Performance, Gesture, Ritual – Simon Maidment & Vikki McInnes

Published in Move on Asia 2007, Australian component curated by Vikki McInnes & Simon Maidment.


Artists, it seems, have generally been ahead of the curve in knowing that photography is not a transparent medium for the transmission of an action to a secondary audience, and have treated the photograph and video document with great circumspection. Clearly, performance art and photography are radically different mediums, but both define a non-ordinary space by imposing parameters on it — a space that depends on the viewer to make it come alive.

–                  Karen Irvine, Camera/Action: Performance and Photography, Museum of Contemporary Photography Chicago, 2004.

When Irvine talks of an audience making a space ’come alive’, she highlights one of the key inherent qualities of performance or live art as a medium – namely, the ‘liveness’ of the work and the context in which it’s presented. Indeed, often performance or live art aggressively resists documentation, with both form and meaning becoming lost in translation when it is thus captured. In her 1993 book Unmarked, Peggy Phelan went as far as to argue that the very definition of performance as a medium resides in its unreproducibility.

If we are to view single-channel video as a unique medium, we should note its difference from those media out of which it emerged, such as video installation, photography, and indeed performance. Works made as single channel video exploit certain formal and conceptual elements – temporality, editability, transportability, and accessible technologies – to create moments that become specific to it. Single-channel video differs from video installation, its close cousin, particularly in its transportability (something an exhibition like Move on Asia is predicated on) and the immersive nature of the latter, whereby video is navigated through a physical space. This lack of physicality in an audience’s engagement with single channel work, however, can lead to a danger of passive spectatorship.

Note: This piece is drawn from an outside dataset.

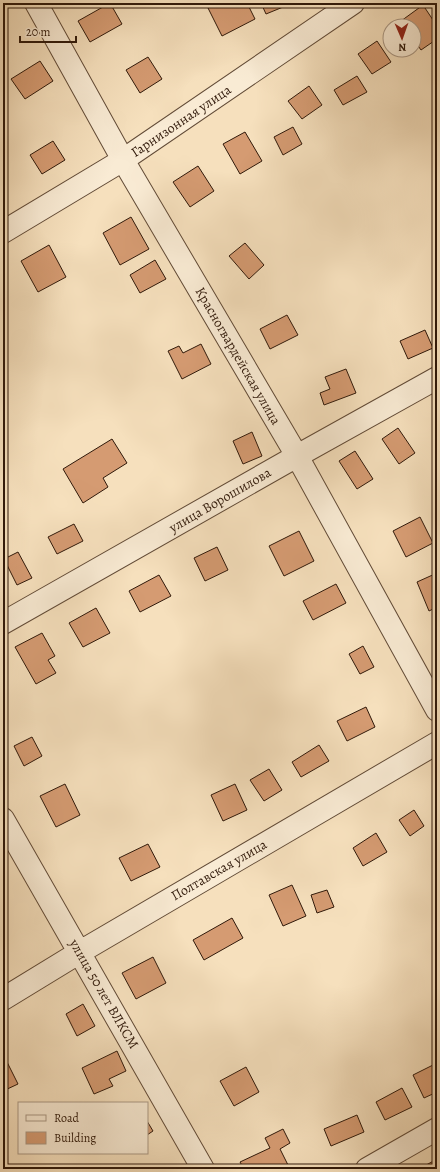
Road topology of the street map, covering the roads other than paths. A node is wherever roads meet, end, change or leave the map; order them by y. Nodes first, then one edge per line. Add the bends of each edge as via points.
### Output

It is true of the works we have selected for this year’s Move on Asia that in some sense they do not invite a participatory mode of spectatorship, and that the presentation of the works is removed from their enactment. However both employ the body – and action – to generate psychological spaces, with their own internal logic and temporality, that must be navigated,. They require something of the viewer, to unpack the logical framework of these singular actions, and to decode or interpret the new social cues that each inscribes. Each artist looks into the mirror, Wells at herself and both Mangano sisters at her twin. We in turn supply our own gaze back. In his 1999 book Liveness Philip Auslander wrote ‘Historically, the live is actually an effect of mediatization, not the other way around.’ If we view these works in this light, their relationship – and that of the medium – to performance art is one of cause and effect. The works’ performative, gestural, and ritualistic nature drags us back and forth over the divide between each, and foregrounds the impact they can have when used together.

Vikki McInnes and Simon Maidment – 2007.